Sunday, January 19, 2014

A GREAT MIND SPEAKS OUT


Tomer Tamar is one of the great names of modern letters. Accomplished poet, esteemed though greatly feared critic, playwright, aphorist, polemicist, political speechwriter and professor, Dr. Tamar has spent a lifetime illuminating and elucidating the world of ideas.

Dr. Tomer Tamar, watercolor on paper, Serge Mahfouz
After years of championing the work of my good friend David Schoffman, it appears that Tamar has finally gone rogue.

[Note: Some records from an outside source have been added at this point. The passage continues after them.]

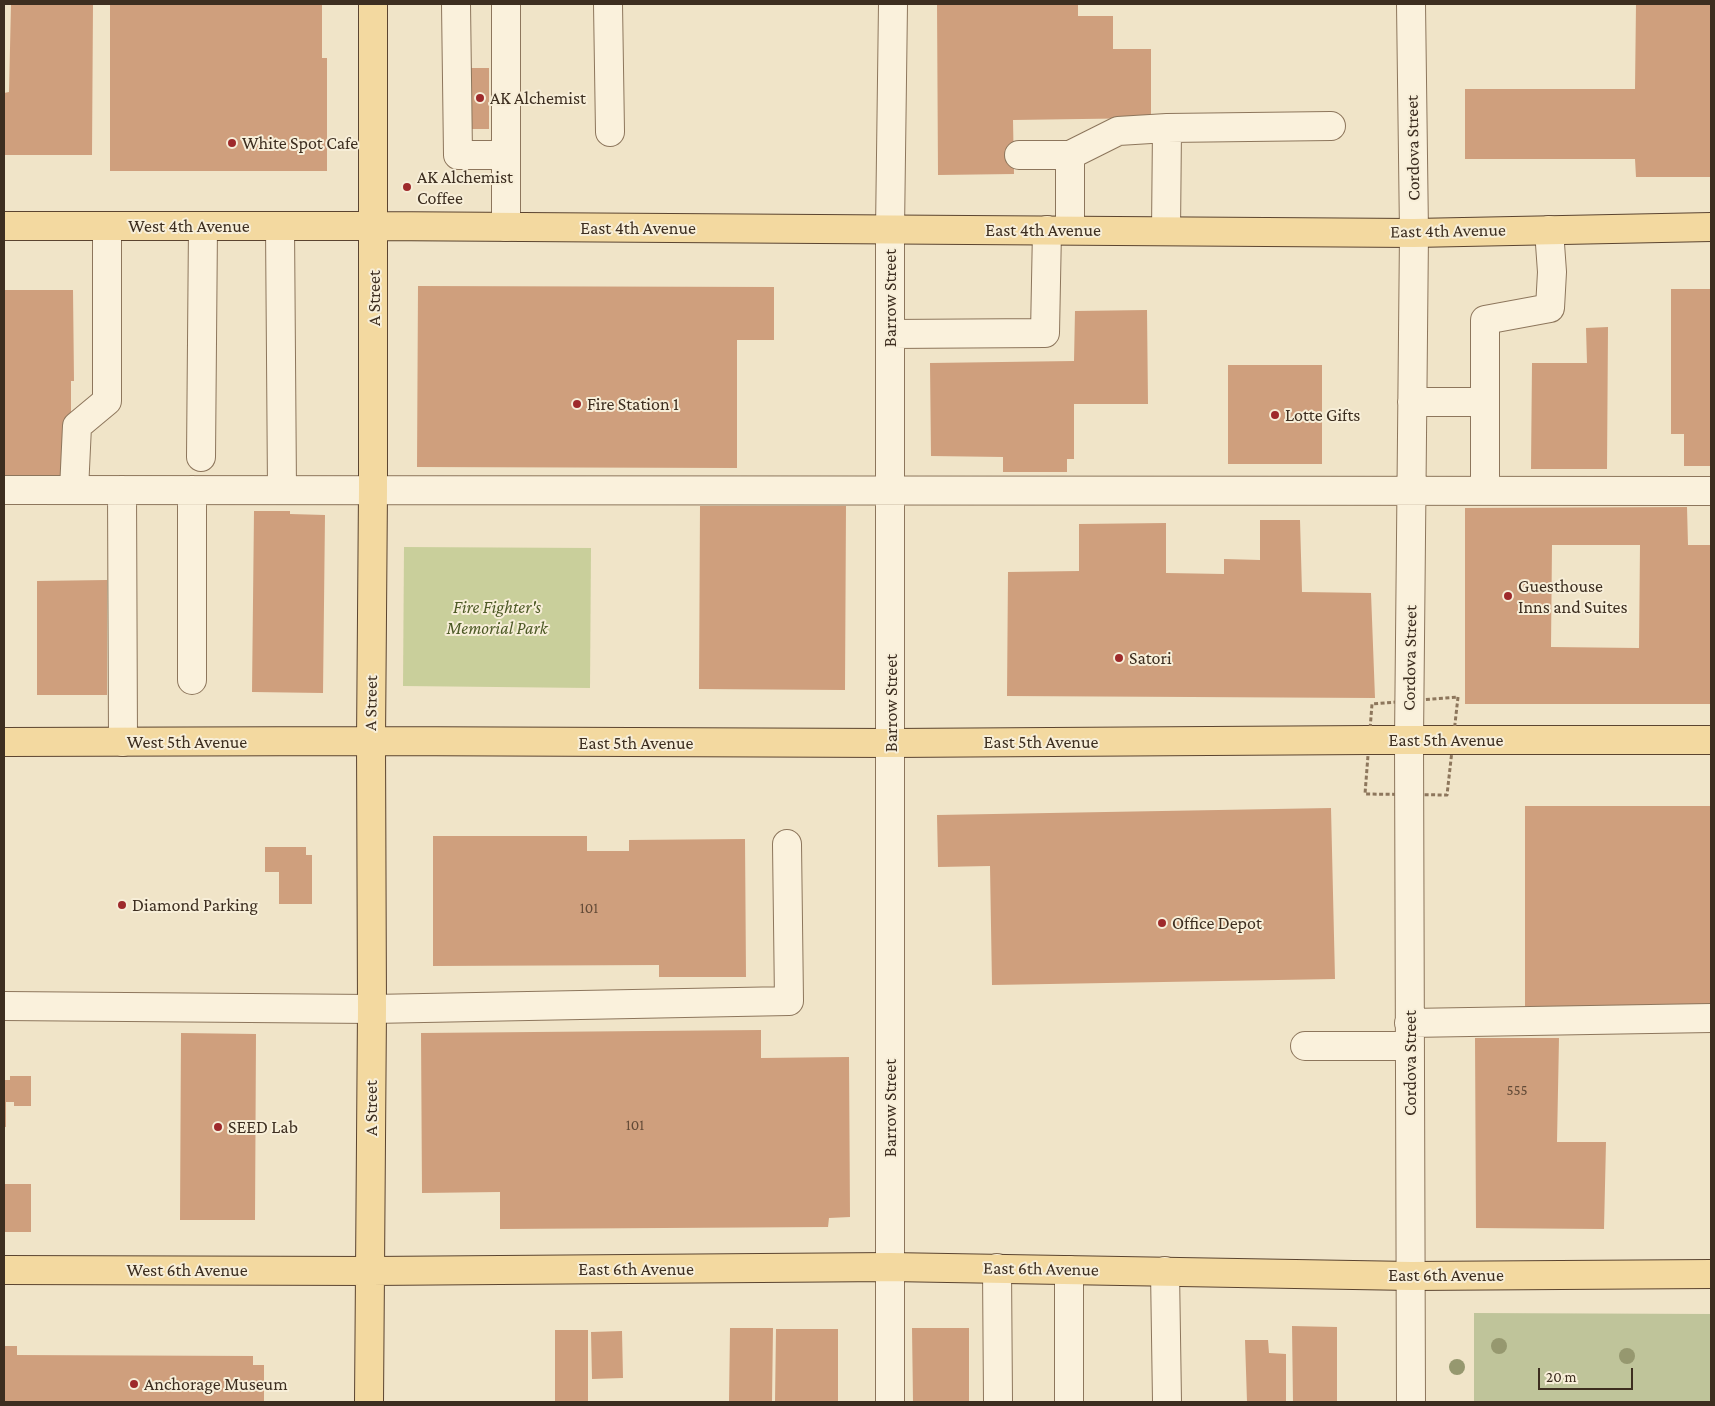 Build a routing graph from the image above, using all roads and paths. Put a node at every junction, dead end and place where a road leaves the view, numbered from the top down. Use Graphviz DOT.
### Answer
graph roads {
  1 [pos="373,4"];
  2 [pos="456,4"];
  3 [pos="506,4"];
  4 [pos="608,4"];
  5 [pos="893,4"];
  6 [pos="1411,4"];
  7 [pos="1331,126"];
  8 [pos="1167,128"];
  9 [pos="610,132"];
  10 [pos="506,154"];
  11 [pos="1019,155"];
  12 [pos="1070,155"];
  13 [pos="4,226"];
  14 [pos="107,226"];
  15 [pos="203,226"];
  16 [pos="280,226"];
  17 [pos="374,226"];
  18 [pos="506,227"];
  19 [pos="1711,227"];
  20 [pos="890,230"];
  21 [pos="1059,230"];
  22 [pos="1550,230"];
  23 [pos="1166,231"];
  24 [pos="1414,232"];
  25 [pos="890,334"];
  26 [pos="1412,402"];
  27 [pos="1486,402"];
  28 [pos="201,458"];
  29 [pos="4,490"];
  30 [pos="74,490"];
  31 [pos="122,490"];
  32 [pos="192,490"];
  33 [pos="282,490"];
  34 [pos="374,490"];
  35 [pos="1485,490"];
  36 [pos="890,491"];
  37 [pos="1411,491"];
  38 [pos="1711,491"];
  39 [pos="192,680"];
  40 [pos="1409,740"];
  41 [pos="1711,740"];
  42 [pos="371,741"];
  43 [pos="4,742"];
  44 [pos="123,742"];
  45 [pos="891,744"];
  46 [pos="788,844"];
  47 [pos="4,1006"];
  48 [pos="372,1009"];
  49 [pos="1711,1018"];
  50 [pos="1410,1035"];
  51 [pos="1305,1046"];
  52 [pos="890,1267"];
  53 [pos="997,1268"];
  54 [pos="4,1270"];
  55 [pos="1069,1270"];
  56 [pos="371,1271"];
  57 [pos="1165,1271"];
  58 [pos="1711,1274"];
  59 [pos="1410,1276"];
  60 [pos="369,1402"];
  61 [pos="890,1402"];
  62 [pos="998,1402"];
  63 [pos="1069,1402"];
  64 [pos="1167,1402"];
  65 [pos="1410,1402"];
  1 -- 17 [label="main road, A Street"];
  2 -- 10 [label="street"];
  3 -- 10 [label="street"];
  4 -- 9 [label="street"];
  5 -- 20 [label="street, Barrow Street"];
  6 -- 24 [label="street, Cordova Street"];
  7 -- 8 [label="street"];
  8 -- 12 [label="street"];
  8 -- 23 [label="street"];
  10 -- 18 [label="street"];
  11 -- 12 [label="street"];
  12 -- 21 [label="street"];
  13 -- 14 [label="main road, West 4th Avenue"];
  14 -- 15 [label="main road, West 4th Avenue"];
  14 -- 30 [label="street"];
  15 -- 16 [label="main road, West 4th Avenue"];
  15 -- 28 [label="street"];
  16 -- 17 [label="main road, West 4th Avenue"];
  16 -- 33 [label="street"];
  17 -- 18 [label="main road, East 4th Avenue"];
  17 -- 34 [label="main road, A Street"];
  18 -- 20 [label="main road, East 4th Avenue"];
  19 -- 22 [label="main road, East 4th Avenue"];
  20 -- 21 [label="main road, East 4th Avenue"];
  20 -- 25 [label="street, Barrow Street"];
  21 -- 23 [label="main road, East 4th Avenue"];
  21 -- 25 [label="street"];
  22 -- 24 [label="main road, East 4th Avenue"];
  22 -- 27 [label="street"];
  23 -- 24 [label="main road, East 4th Avenue"];
  24 -- 26 [label="street, Cordova Street"];
  25 -- 36 [label="street, Barrow Street"];
  26 -- 27 [label="street"];
  26 -- 37 [label="street, Cordova Street"];
  27 -- 35 [label="street"];
  29 -- 30 [label="street"];
  30 -- 31 [label="street"];
  31 -- 32 [label="street"];
  31 -- 44 [label="street"];
  32 -- 33 [label="street"];
  32 -- 39 [label="street"];
  33 -- 34 [label="street"];
  34 -- 36 [label="street"];
  34 -- 42 [label="main road, A Street"];
  35 -- 37 [label="street"];
  35 -- 38 [label="street"];
  36 -- 37 [label="street"];
  36 -- 45 [label="street, Barrow Street"];
  37 -- 40 [label="street, Cordova Street"];
  40 -- 41 [label="main road, East 5th Avenue"];
  40 -- 45 [label="main road, East 5th Avenue"];
  40 -- 50 [label="street, Cordova Street"];
  42 -- 44 [label="main road, West 5th Avenue"];
  42 -- 45 [label="main road, East 5th Avenue"];
  42 -- 48 [label="main road, A Street"];
  43 -- 44 [label="main road, West 5th Avenue"];
  45 -- 52 [label="street, Barrow Street"];
  46 -- 48 [label="street"];
  47 -- 48 [label="street"];
  48 -- 56 [label="main road, A Street"];
  49 -- 50 [label="street"];
  50 -- 51 [label="street"];
  50 -- 59 [label="street, Cordova Street"];
  52 -- 53 [label="main road, East 6th Avenue"];
  52 -- 56 [label="main road, East 6th Avenue"];
  52 -- 61 [label="street, Barrow Street"];
  53 -- 55 [label="main road, East 6th Avenue"];
  53 -- 62 [label="street"];
  54 -- 56 [label="main road, West 6th Avenue"];
  55 -- 57 [label="main road, East 6th Avenue"];
  55 -- 63 [label="street"];
  56 -- 60 [label="main road, A Street"];
  57 -- 59 [label="main road, East 6th Avenue"];
  57 -- 64 [label="street"];
  58 -- 59 [label="main road, East 6th Avenue"];
  59 -- 65 [label="street, Cordova Street"];
}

Thirty years ago while serving as editor and chief of the now defunct periodical Eruditio Humanitas, the professor was a tireless advocate not only of Schoffman but also of the entire band of expatriate miscreants who flooded the bars and bistros of la Rue de Rennes in the early 80's.  No superlative was too hyperbolic for the dazzled don. It seemed that every other week some essay would surface extolling the visionary genius of this American insurgent. Needless to say a noisy claque of malcontents from l'École nationale supérieure simmered with both a vehement and a jingoistic vintage of bitter resentment.

I too was among them.



We cried foul but to no avail. Dr. Tamar remained unmoved. It was as if he had a gambling debt or was the subject of blackmail. One day Schoffman was the heir apparent to Derain the next he was the visual equivalent to Lacan or the visionary twin of Lévi-Strauss. It was obviously all just flagrant unabashed connerie but the professor was so powerful at the time that nobody had the nerve to challenge him.

Now that the esteemed scholar has retired from public life and is living in quiet retirement in Samois sur Seine his ardor has cooled and his influence has waned into near irrelevance. I would love to report that his memoirs have been eagerly awaited but that would be a gross exaggeration. The fact is, after all these years he had trouble finding a publisher.

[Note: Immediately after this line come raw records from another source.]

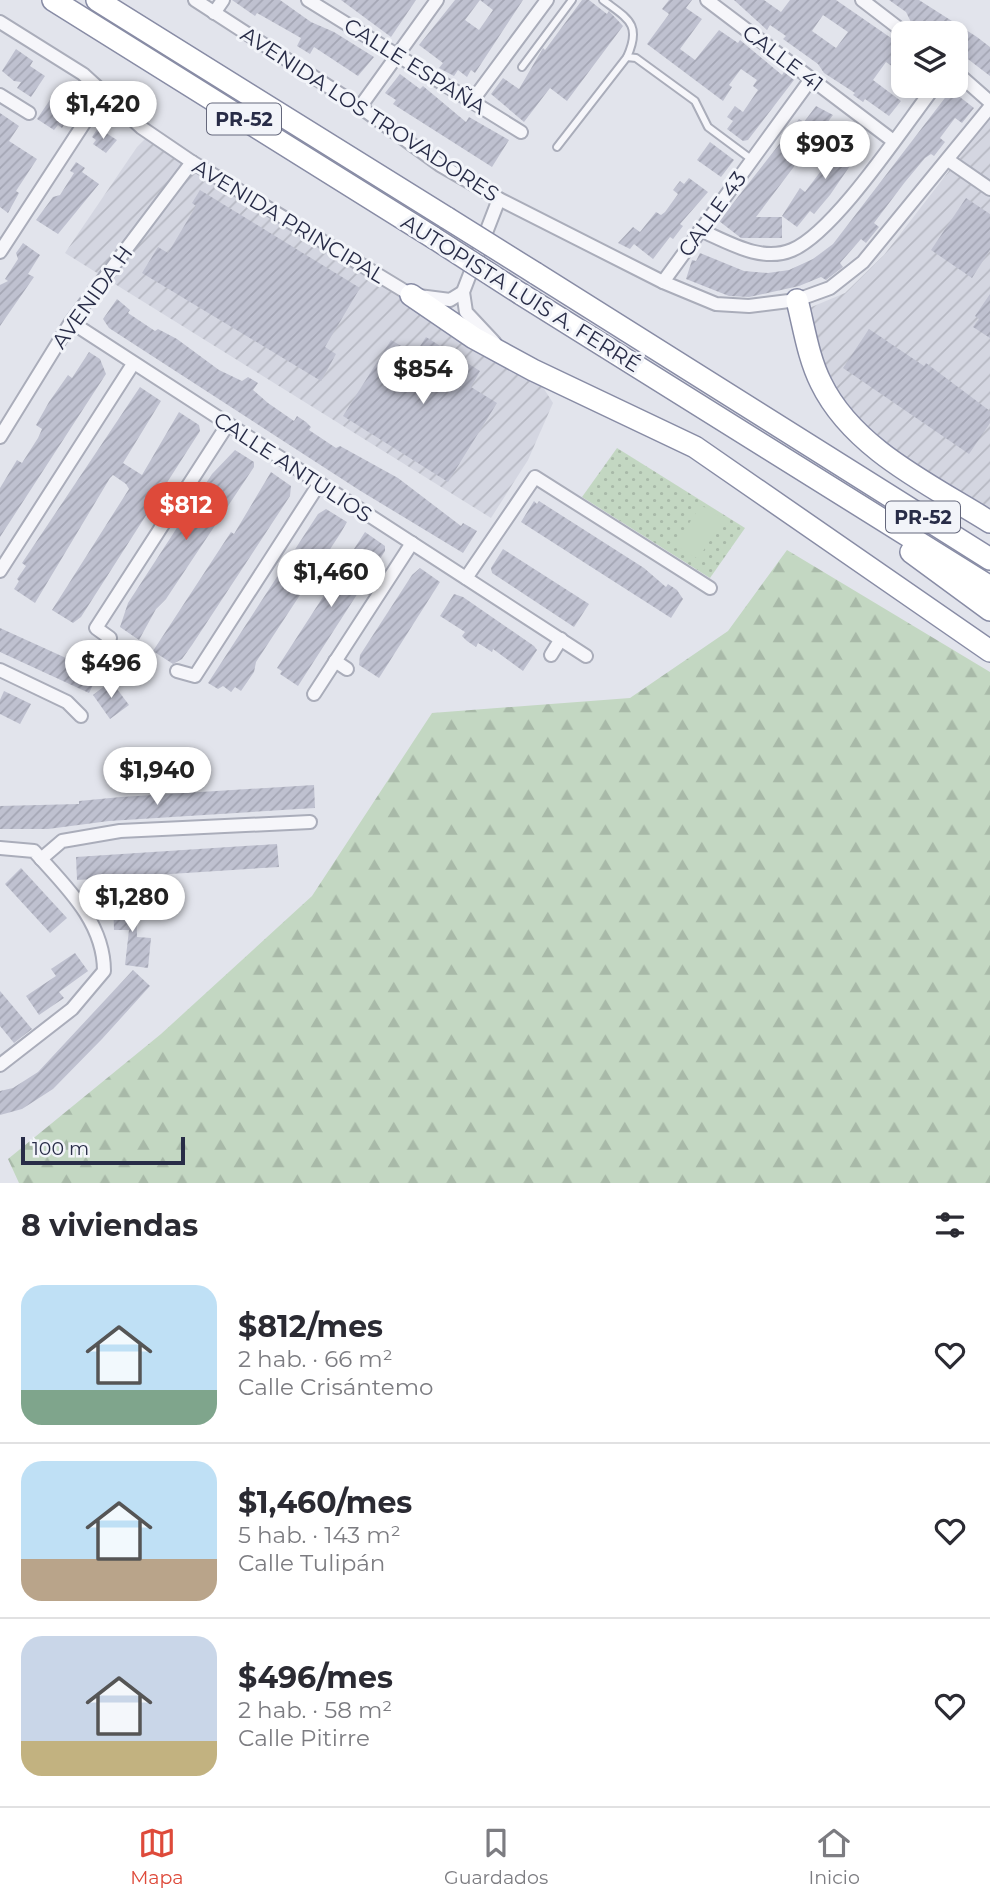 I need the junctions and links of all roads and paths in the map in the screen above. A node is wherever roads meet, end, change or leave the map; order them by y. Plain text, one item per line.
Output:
1 (53, 0) edge
2 (97, 0) edge
3 (195, 0) edge
4 (223, 0) edge
5 (308, 0) edge
6 (437, 0) edge
7 (547, 0) edge
8 (572, 0) edge
9 (603, 0) edge
10 (707, 0) edge
11 (862, 0) edge
12 (324, 4) edge
13 (214, 13) junction
14 (0, 22) edge
15 (891, 22) edge
16 (397, 54) junction
17 (627, 57) junction
18 (522, 67) dead end
19 (811, 79) junction
20 (968, 83) edge
21 (0, 95) edge
22 (925, 98) edge
23 (471, 101) junction
24 (990, 104) edge
25 (360, 107) junction
26 (92, 111) dead end
27 (29, 113) dead end
28 (521, 132) dead end
29 (892, 140) junction
30 (557, 147) dead end
31 (751, 159) junction
32 (948, 160) junction
33 (191, 162) junction
34 (990, 189) edge
35 (499, 200) junction
36 (701, 230) junction
37 (0, 252) edge
38 (663, 282) junction
39 (463, 292) junction
40 (411, 295) junction
41 (797, 300) junction
42 (71, 322) junction
43 (502, 351) junction
44 (133, 364) junction
45 (228, 424) junction
46 (0, 437) edge
47 (855, 474) junction
48 (319, 484) junction
49 (878, 518) junction
50 (990, 522) edge
51 (412, 543) junction
52 (990, 543) edge
53 (990, 559) edge
54 (0, 571) edge
55 (466, 578) junction
56 (990, 587) edge
57 (710, 588) dead end
58 (990, 610) edge
59 (110, 638) dead end
60 (561, 639) junction
61 (990, 651) edge
62 (551, 655) dead end
63 (586, 656) dead end
64 (335, 661) junction
65 (347, 669) dead end
66 (0, 670) edge
67 (177, 671) dead end
68 (314, 694) dead end
69 (81, 716) dead end
70 (310, 822) dead end
71 (0, 848) edge
72 (41, 859) junction
73 (0, 1065) edge

1 - 49 highway, AUTOPISTA LUIS A. FERRÉ / PR-52, bridge
2 - 47 highway, AUTOPISTA LUIS A. FERRÉ / PR-52, bridge
3 - 13 street, AVENIDA LOS TROVADORES
4 - 13 street
5 - 12 street, CALLE ESPAÑA
6 - 16 street
7 - 23 street
8 - 18 lane
9 - 17 lane
10 - 19 street, CALLE 41
11 - 15 street
12 - 16 street, CALLE ESPAÑA
13 - 25 street, AVENIDA LOS TROVADORES
14 - 33 street, AVENIDA PRINCIPAL
16 - 23 street, CALLE ESPAÑA
16 - 25 street
17 - 30 lane
17 - 31 lane
19 - 29 street, CALLE 41
19 - 31 street, CALLE 43
20 - 24 street
21 - 27 street
22 - 29 street
23 - 28 street, CALLE ESPAÑA
24 - 32 street, AVENIDA LOS TROVADORES
25 - 35 street, AVENIDA LOS TROVADORES
26 - 37 street
29 - 36 street
31 - 36 street, CALLE 43
32 - 34 street
32 - 41 street, AVENIDA LOS TROVADORES
33 - 40 street, AVENIDA PRINCIPAL
33 - 42 street, AVENIDA H
35 - 38 street, AVENIDA LOS TROVADORES
35 - 39 street
36 - 38 street, CALLE 43
38 - 41 street, AVENIDA LOS TROVADORES
39 - 40 street
39 - 43 street
40 - 43 highway
41 - 50 highway
42 - 44 street, CALLE ANTULIOS
42 - 46 street, AVENIDA H
43 - 61 highway
44 - 45 street, CALLE ANTULIOS
44 - 54 street
45 - 48 street, CALLE ANTULIOS
45 - 59 street
47 - 52 highway
47 - 53 highway, AUTOPISTA LUIS A. FERRÉ / PR-52
48 - 51 street, CALLE ANTULIOS
48 - 67 street
49 - 56 highway, AUTOPISTA LUIS A. FERRÉ / PR-52
49 - 58 highway
51 - 55 street, CALLE ANTULIOS
51 - 64 street
55 - 57 street
55 - 60 street, CALLE ANTULIOS
60 - 62 street
60 - 63 street, CALLE ANTULIOS
64 - 65 street
64 - 68 street
66 - 69 street
70 - 72 street
71 - 72 street
72 - 73 street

As a courtesy I received an advanced copy and I confess that the first thing I did was scour the index for references to me. I was slightly wounded to have merited a mere two paragraphs but was content to find that our long-standing grudge was airbrushed into a vague form of "intellectual friction" (divergence d'opinion). Schoffman on the other hand did not fare as well.

In a chapter with the ominous heading "Charlatans, Knaves, Fools and Frauds," (Bouffons, faussaires, imbéciles et les fraudes), my dear friend David is described as "a blowhard whose fractured French was as agreeable as a day-old brioche." He goes on to depict an atmosphere of debauched dilettantism where "the rightful heirs of Ingres were supplanted by a coterie of cowboys who left New York to try their meager luck in the small, parochial pond of Paris."

It gets much better and ultimately leaves Schoffman battered and bleeding in a raw, turbulent soliloquy of scorn, slander and ridicule.

I'm not entirely sure how Tamar's book will be received by the public. For a variety of reasons his ideas are not taken very seriously any longer.